见到此景,狱长下令无差别射击,百十颗子弹纷纷命中目标,但并没有血光四溅的场景,有的只是漫天飞舞的棉絮。
一轮射击完毕,一个胆大的狱警跑了过去,地上只有一个被打成筛子的布娃娃。
“你们为什么杀死我的女儿,我要报仇,我要杀光你们……”一个阴森森的声音从众人中间传来。
众人吓得四散逃去,现场场面完全失控。而众人之前站立的位置,被一个头发异常散乱的红衣女子所取代。
当那红衣女子抬起头的时候,各别胆小的直接吓昏了过去,她左眼的位置是一个大大的血洞,不时的有些红白之物从中冒出,可怕的还有她那张惨绿色的脸。
“小王!大晚上为什么不回监舍,快点回去。”那名胆大的狱警一看此人便是小王的冤魂,灵机一动想了一个办法。
红衣女子微微一愣,拖着铁链朝着监舍方向飘去。
还未等众人松口气,红衣女子便朝着那名说话的狱警扑了过去,嘴里喊着:你们还我的女儿,我要杀光你们。
一口咬住了那名狱警的脖子,顿时,鲜血像喷泉一般喷出去七八米高,而她的脑袋也在同时掉在了地上,咕噜噜的滚动了几圈才停下。
紧接着,她的胳膊被撕咬了下来,她的腿也被撕咬了下来。最后只剩一个身体静静的躺在那里,红衣女子又将双手插入她的胸口,用力的撕开。
看到这一幕的众人都傻了,什么都忘记了,只是静静的看着。此刻她们倒是有些羡慕那些昏过去的囚犯。
红衣女子身上早已沾满的鲜血,那样子异常的怪异,她朝着众人笑了笑,说了句,我要报仇,我要杀光你们。
之后,她拖着铁链朝着监舍飘去。
此刻众人才想起了呕吐,纷纷趴在地上呕了起来。
第一缕阳光终于洒在了操场之上,众人纷纷收起了吊在嗓子眼的心,瘫软在了地上……
重犯人的抗议以及全体狱警的辞职申请终于引起了有关部门的重视。
无奈之下只能出动上百名干警,将犯人关押到了边境新建好的监狱。
而搬迁之余,还被有心人找了法师做了场法事……说是最后将那女鬼封在了一零七号监舍内。
第十八章 少年犯管理所4
多年以后,这个重刑犯监舍从新被征用,翻新了一番后,改为了少年犯管教所。只是再也没有人见到那个红衣女子,也没有见到那个布娃娃,或许它已经烟消云散了吧。
故事讲到这里,让人有些毛骨悚然的感觉。
当大家伙问舍长这是谁告诉他的,他只是嘿嘿一乐,并没有道出。他只是说,你们知道就行了,千万别在别人面前乱说。

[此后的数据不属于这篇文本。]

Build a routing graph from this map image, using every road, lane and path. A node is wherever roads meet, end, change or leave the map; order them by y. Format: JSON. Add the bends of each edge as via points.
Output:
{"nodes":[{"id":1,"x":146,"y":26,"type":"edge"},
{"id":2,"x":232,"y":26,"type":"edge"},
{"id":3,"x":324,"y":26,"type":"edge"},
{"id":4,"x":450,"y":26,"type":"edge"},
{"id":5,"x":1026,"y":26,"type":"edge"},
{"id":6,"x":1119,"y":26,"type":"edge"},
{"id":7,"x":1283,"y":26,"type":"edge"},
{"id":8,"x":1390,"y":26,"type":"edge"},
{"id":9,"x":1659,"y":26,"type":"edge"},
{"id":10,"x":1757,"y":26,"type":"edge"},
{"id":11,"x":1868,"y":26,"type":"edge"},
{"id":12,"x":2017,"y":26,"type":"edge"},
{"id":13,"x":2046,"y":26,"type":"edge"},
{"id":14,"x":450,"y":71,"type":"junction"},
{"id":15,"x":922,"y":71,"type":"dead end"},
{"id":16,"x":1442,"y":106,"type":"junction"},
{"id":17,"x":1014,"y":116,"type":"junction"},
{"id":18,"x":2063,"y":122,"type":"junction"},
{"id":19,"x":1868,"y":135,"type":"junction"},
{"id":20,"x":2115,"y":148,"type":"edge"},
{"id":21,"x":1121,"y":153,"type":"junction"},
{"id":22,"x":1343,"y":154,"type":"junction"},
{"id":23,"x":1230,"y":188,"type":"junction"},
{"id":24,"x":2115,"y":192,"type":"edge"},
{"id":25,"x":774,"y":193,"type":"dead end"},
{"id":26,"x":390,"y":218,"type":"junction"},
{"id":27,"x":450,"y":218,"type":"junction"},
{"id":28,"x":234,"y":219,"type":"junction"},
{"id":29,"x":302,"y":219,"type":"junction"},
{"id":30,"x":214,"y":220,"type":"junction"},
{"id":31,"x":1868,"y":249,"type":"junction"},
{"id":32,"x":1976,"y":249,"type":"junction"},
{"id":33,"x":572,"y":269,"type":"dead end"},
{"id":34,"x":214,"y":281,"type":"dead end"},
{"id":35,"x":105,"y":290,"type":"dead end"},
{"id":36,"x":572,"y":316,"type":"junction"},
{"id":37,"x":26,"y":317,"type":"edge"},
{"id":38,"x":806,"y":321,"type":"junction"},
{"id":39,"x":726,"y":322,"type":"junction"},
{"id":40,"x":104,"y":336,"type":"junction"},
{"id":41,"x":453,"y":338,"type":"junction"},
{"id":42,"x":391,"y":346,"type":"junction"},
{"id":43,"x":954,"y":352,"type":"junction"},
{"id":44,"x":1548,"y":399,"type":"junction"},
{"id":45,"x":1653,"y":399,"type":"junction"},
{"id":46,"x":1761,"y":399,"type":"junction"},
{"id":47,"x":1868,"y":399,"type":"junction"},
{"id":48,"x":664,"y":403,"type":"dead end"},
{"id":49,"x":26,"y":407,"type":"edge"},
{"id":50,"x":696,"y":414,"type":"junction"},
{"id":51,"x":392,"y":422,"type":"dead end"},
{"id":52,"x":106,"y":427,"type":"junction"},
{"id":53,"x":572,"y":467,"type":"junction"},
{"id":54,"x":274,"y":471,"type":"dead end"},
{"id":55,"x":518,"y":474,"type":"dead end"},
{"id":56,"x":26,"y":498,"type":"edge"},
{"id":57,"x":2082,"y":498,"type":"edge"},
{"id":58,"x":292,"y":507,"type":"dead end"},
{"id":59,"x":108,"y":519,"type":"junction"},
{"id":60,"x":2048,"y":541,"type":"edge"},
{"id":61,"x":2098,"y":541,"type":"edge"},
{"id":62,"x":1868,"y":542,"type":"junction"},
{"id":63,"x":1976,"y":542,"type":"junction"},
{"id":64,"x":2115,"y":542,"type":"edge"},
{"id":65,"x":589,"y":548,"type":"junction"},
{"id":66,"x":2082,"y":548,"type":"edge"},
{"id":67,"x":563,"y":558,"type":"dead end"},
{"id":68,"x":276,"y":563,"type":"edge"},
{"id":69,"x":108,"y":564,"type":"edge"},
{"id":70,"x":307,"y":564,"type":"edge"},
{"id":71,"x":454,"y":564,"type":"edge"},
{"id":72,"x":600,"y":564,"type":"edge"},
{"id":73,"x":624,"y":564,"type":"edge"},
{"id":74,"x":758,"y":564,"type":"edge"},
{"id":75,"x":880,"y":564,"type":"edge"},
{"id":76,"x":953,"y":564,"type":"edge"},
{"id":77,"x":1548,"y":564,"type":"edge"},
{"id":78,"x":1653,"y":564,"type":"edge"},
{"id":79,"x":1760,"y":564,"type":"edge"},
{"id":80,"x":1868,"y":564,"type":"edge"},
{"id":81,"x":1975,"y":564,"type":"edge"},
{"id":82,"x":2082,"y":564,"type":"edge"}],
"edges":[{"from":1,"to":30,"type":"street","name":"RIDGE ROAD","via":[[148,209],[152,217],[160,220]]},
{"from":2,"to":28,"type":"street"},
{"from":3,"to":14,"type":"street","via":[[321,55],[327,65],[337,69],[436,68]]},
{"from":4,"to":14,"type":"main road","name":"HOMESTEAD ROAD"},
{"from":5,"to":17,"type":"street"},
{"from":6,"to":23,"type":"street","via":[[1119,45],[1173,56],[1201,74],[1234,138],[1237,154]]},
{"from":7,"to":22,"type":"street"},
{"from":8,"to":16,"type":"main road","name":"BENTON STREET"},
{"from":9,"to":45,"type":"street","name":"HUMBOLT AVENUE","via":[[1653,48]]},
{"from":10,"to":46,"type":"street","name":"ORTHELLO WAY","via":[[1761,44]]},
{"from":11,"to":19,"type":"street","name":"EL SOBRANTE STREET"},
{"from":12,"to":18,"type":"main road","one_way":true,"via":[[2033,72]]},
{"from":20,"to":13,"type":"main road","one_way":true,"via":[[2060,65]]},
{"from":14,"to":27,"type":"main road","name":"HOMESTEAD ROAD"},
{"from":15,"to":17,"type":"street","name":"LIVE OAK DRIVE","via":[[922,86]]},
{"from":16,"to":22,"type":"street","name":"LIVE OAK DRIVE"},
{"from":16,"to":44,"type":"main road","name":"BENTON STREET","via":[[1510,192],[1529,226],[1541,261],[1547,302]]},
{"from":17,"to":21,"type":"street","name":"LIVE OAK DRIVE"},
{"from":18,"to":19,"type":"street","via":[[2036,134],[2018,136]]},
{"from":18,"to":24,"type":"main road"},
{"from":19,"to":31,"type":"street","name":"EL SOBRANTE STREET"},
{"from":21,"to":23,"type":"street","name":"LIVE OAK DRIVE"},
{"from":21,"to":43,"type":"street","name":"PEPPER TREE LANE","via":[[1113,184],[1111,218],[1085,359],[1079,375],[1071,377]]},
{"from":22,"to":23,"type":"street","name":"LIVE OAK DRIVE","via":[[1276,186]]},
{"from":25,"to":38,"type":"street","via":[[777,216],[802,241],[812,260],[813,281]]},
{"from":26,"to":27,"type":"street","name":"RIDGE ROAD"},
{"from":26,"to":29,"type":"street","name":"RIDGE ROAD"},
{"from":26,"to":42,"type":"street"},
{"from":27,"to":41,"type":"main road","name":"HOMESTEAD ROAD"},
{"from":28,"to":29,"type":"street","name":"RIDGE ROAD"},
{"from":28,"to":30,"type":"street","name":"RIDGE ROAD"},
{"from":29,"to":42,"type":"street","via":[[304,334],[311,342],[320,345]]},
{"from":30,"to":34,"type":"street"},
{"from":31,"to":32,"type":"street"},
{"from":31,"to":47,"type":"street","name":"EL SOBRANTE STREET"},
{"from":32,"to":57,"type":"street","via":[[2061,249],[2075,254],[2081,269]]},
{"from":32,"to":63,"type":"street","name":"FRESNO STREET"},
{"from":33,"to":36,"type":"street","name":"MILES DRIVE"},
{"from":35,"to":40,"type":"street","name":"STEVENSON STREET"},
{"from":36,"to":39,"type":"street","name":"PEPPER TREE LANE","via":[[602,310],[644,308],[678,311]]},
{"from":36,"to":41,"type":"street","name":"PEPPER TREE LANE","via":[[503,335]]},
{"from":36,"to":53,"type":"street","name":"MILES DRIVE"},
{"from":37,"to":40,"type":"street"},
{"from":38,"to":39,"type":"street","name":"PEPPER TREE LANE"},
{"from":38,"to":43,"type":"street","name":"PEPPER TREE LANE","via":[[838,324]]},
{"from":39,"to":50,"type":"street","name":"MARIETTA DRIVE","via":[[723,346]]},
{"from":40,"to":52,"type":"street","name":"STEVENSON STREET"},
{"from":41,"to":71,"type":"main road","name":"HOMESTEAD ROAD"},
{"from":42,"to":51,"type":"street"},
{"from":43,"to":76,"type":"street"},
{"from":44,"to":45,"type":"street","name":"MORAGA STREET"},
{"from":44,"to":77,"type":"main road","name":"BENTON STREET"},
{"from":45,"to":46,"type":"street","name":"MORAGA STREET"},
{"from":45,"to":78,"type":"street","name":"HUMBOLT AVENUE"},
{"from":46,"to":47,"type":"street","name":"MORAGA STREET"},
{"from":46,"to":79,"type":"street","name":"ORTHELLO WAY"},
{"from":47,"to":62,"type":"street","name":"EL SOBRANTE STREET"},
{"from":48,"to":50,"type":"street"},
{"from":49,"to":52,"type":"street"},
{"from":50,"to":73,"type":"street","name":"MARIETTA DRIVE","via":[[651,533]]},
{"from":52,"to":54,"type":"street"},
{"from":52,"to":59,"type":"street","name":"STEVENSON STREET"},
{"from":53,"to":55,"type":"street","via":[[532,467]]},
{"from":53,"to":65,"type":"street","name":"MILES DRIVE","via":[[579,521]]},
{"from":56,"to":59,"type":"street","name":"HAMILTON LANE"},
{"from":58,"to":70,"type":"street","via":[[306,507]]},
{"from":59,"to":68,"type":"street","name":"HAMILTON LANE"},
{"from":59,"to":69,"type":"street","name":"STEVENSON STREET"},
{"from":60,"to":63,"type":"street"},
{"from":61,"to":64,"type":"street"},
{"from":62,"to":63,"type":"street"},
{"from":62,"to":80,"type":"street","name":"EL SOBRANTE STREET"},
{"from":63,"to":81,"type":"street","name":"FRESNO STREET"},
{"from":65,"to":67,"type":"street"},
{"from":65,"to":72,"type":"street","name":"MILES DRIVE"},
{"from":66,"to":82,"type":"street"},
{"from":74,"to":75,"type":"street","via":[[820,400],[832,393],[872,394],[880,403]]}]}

大家伙都是相视而笑,原来这个恐怖的故事只是舍长自己编的。
由于条件有限,我不得不放弃了每日必做的功课,躺在床上睡下了。
一夜无话,到了第二日,早早的起了床,刷牙洗脸收拾铺盖,待一切准备完毕,跟舍友一起去集合点名,然后吃了些早餐。
在这里,上午是不用干活的,安排的是学习时间,当我说我只学到了四年级功课的时候,管教很是诧异的看着我,十三岁了竟然只读到了四年级,最后只能单独给我开小灶,让我尽快的把功课赶上去。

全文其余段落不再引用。